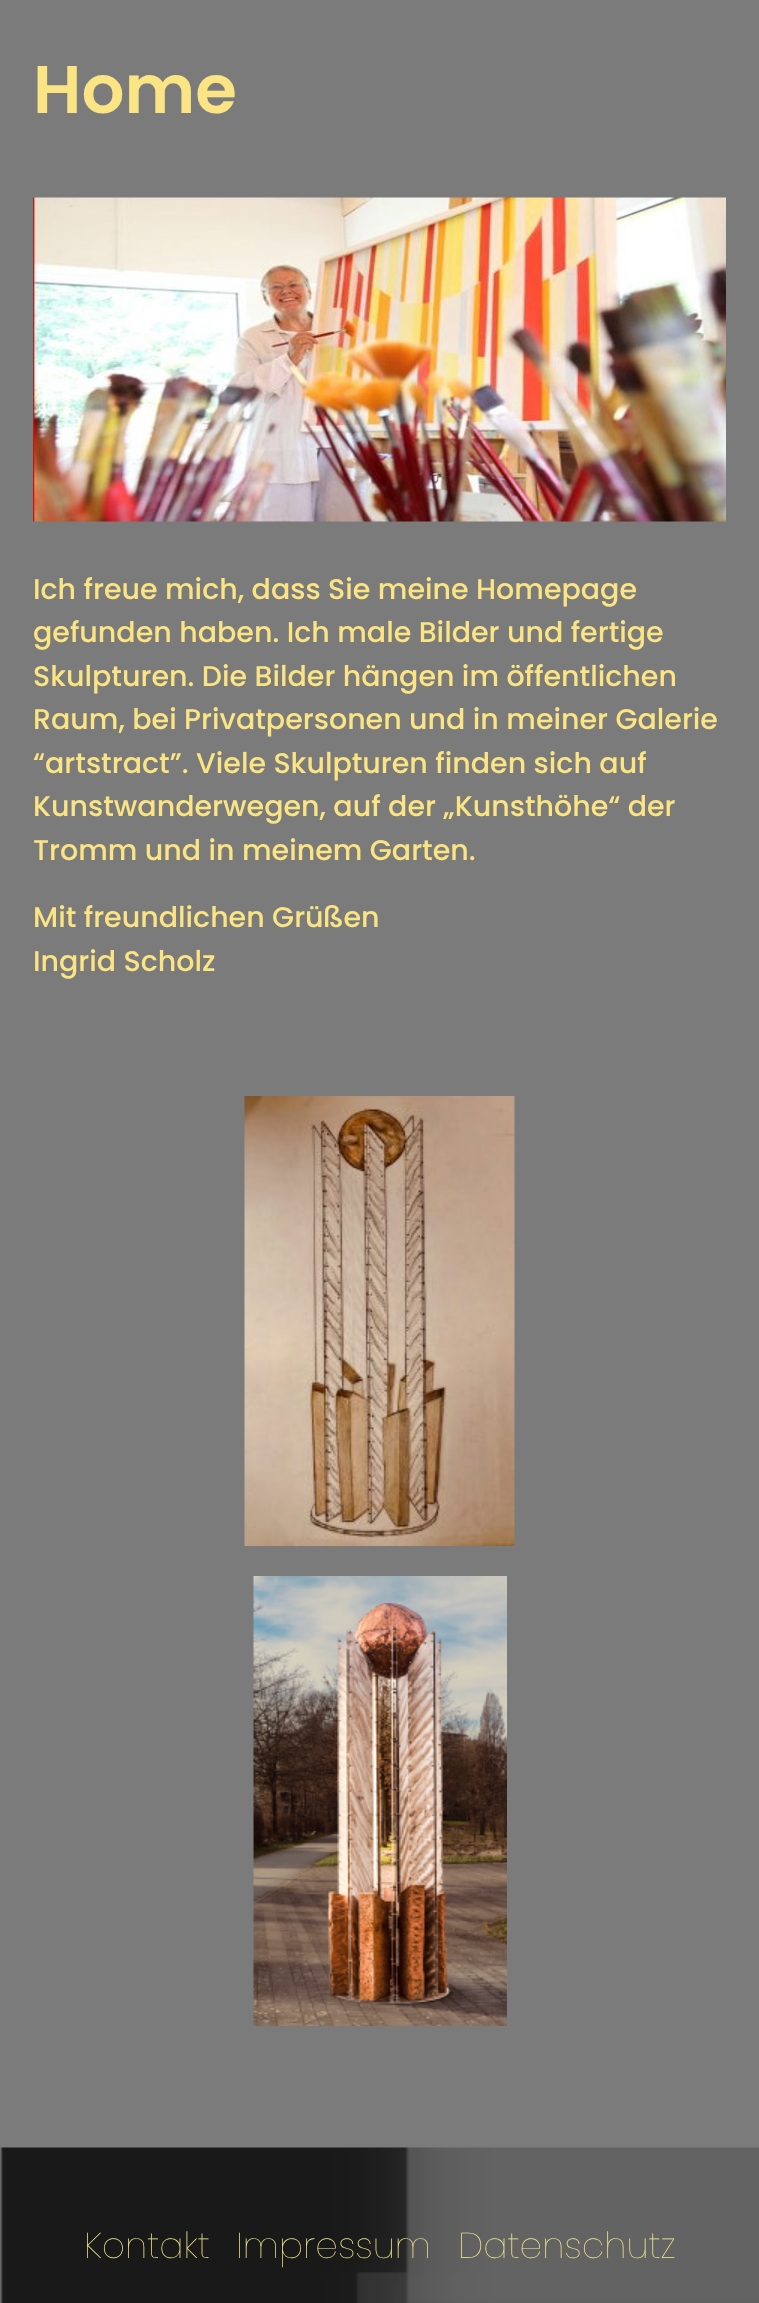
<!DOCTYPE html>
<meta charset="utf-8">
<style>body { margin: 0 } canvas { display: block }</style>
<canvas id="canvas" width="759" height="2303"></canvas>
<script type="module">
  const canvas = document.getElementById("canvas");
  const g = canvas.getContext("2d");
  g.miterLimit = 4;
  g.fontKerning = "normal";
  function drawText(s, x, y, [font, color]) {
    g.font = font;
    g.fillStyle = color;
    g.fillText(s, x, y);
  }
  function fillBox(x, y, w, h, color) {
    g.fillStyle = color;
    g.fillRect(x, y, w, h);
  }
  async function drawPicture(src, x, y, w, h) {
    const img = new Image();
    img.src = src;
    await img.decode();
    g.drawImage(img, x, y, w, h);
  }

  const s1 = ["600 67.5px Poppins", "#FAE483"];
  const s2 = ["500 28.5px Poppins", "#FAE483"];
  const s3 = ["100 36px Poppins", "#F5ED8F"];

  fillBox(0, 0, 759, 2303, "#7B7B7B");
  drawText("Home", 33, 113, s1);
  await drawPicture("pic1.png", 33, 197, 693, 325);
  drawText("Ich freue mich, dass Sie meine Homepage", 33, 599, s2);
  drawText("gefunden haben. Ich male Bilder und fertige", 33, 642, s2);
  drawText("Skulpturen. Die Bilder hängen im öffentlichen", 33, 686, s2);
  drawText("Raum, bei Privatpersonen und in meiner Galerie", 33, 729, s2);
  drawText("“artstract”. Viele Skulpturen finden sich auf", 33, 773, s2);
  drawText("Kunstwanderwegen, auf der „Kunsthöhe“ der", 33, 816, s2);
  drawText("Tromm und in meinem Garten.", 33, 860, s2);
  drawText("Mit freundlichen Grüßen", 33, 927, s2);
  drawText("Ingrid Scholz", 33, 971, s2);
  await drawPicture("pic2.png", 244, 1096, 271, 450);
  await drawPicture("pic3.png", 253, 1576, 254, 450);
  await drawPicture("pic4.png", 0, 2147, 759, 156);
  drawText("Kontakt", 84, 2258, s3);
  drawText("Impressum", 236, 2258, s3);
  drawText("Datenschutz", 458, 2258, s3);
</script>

+++

Action item:
Copy the material above word for word, images excluded.

Your response:
<!DOCTYPE html>
<meta charset="utf-8">
<style>body { margin: 0 } canvas { display: block }</style>
<canvas id="canvas" width="759" height="2303"></canvas>
<script type="module">
  const canvas = document.getElementById("canvas");
  const g = canvas.getContext("2d");
  g.miterLimit = 4;
  g.fontKerning = "normal";
  function drawText(s, x, y, [font, color]) {
    g.font = font;
    g.fillStyle = color;
    g.fillText(s, x, y);
  }
  function fillBox(x, y, w, h, color) {
    g.fillStyle = color;
    g.fillRect(x, y, w, h);
  }
  async function drawPicture(src, x, y, w, h) {
    const img = new Image();
    img.src = src;
    await img.decode();
    g.drawImage(img, x, y, w, h);
  }

  const s1 = ["600 67.5px Poppins", "#FAE483"];
  const s2 = ["500 28.5px Poppins", "#FAE483"];
  const s3 = ["100 36px Poppins", "#F5ED8F"];

  fillBox(0, 0, 759, 2303, "#7B7B7B");
  drawText("Home", 33, 113, s1);
  await drawPicture("pic1.png", 33, 197, 693, 325);
  drawText("Ich freue mich, dass Sie meine Homepage", 33, 599, s2);
  drawText("gefunden haben. Ich male Bilder und fertige", 33, 642, s2);
  drawText("Skulpturen. Die Bilder hängen im öffentlichen", 33, 686, s2);
  drawText("Raum, bei Privatpersonen und in meiner Galerie", 33, 729, s2);
  drawText("“artstract”. Viele Skulpturen finden sich auf", 33, 773, s2);
  drawText("Kunstwanderwegen, auf der „Kunsthöhe“ der", 33, 816, s2);
  drawText("Tromm und in meinem Garten.", 33, 860, s2);
  drawText("Mit freundlichen Grüßen", 33, 927, s2);
  drawText("Ingrid Scholz", 33, 971, s2);
  await drawPicture("pic2.png", 244, 1096, 271, 450);
  await drawPicture("pic3.png", 253, 1576, 254, 450);
  await drawPicture("pic4.png", 0, 2147, 759, 156);
  drawText("Kontakt", 84, 2258, s3);
  drawText("Impressum", 236, 2258, s3);
  drawText("Datenschutz", 458, 2258, s3);
</script>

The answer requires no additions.